## WHAT TO DO
Copy every line of the data below exactly as given, except for the pictures.

-- DATA FOR THIS EXERCISE follows --

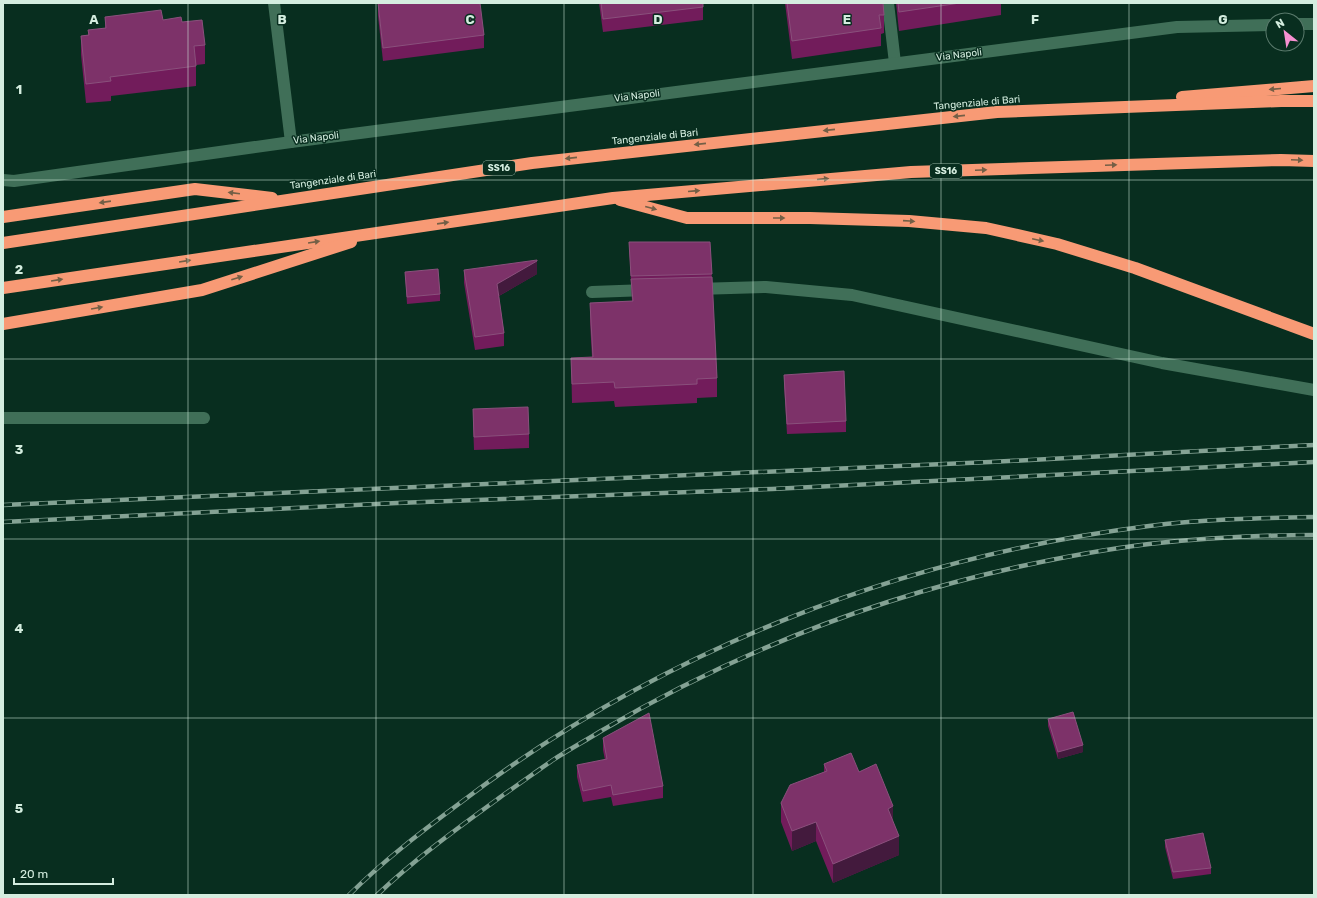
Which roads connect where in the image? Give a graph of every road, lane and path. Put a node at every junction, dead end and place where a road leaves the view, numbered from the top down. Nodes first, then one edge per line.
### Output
1 (274, 3) edge
2 (888, 3) edge
3 (1265, 25) edge
4 (895, 63) junction
5 (1314, 86) edge
6 (1314, 101) edge
7 (997, 112) junction
8 (291, 142) junction
9 (1314, 161) edge
10 (3, 180) edge
11 (613, 198) junction
12 (287, 199) junction
13 (3, 217) edge
14 (387, 231) junction
15 (3, 243) edge
16 (3, 288) edge
17 (687, 289) edge
18 (655, 290) edge
19 (592, 292) dead end
20 (3, 324) edge
21 (1314, 334) edge
22 (1314, 390) edge
23 (3, 418) edge
24 (204, 418) dead end

1 - 8 street
2 - 4 street
3 - 4 street, Via Napoli
4 - 8 street, Via Napoli
5 -> 7 highway
6 - 7 highway, Tangenziale di Bari / SS16
7 -> 12 highway, Tangenziale di Bari / SS16
8 - 10 street, Via Napoli
11 -> 9 highway, SS16
14 -> 11 highway, SS16
11 -> 21 highway
12 -> 13 highway
12 - 15 highway, Tangenziale di Bari / SS16
16 -> 14 highway, SS16
20 -> 14 highway
17 - 22 street
18 - 19 street
23 - 24 street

-- DATA FOR THIS EXERCISE concluded --

## SOLUTION TO THE PROBLEM
Which roads connect where in the image? Give a graph of every road, lane and path. Put a node at every junction, dead end and place where a road leaves the view, numbered from the top down. Nodes first, then one edge per line.
### Output
1 (274, 3) edge
2 (888, 3) edge
3 (1265, 25) edge
4 (895, 63) junction
5 (1314, 86) edge
6 (1314, 101) edge
7 (997, 112) junction
8 (291, 142) junction
9 (1314, 161) edge
10 (3, 180) edge
11 (613, 198) junction
12 (287, 199) junction
13 (3, 217) edge
14 (387, 231) junction
15 (3, 243) edge
16 (3, 288) edge
17 (687, 289) edge
18 (655, 290) edge
19 (592, 292) dead end
20 (3, 324) edge
21 (1314, 334) edge
22 (1314, 390) edge
23 (3, 418) edge
24 (204, 418) dead end

1 - 8 street
2 - 4 street
3 - 4 street, Via Napoli
4 - 8 street, Via Napoli
5 -> 7 highway
6 - 7 highway, Tangenziale di Bari / SS16
7 -> 12 highway, Tangenziale di Bari / SS16
8 - 10 street, Via Napoli
11 -> 9 highway, SS16
14 -> 11 highway, SS16
11 -> 21 highway
12 -> 13 highway
12 - 15 highway, Tangenziale di Bari / SS16
16 -> 14 highway, SS16
20 -> 14 highway
17 - 22 street
18 - 19 street
23 - 24 street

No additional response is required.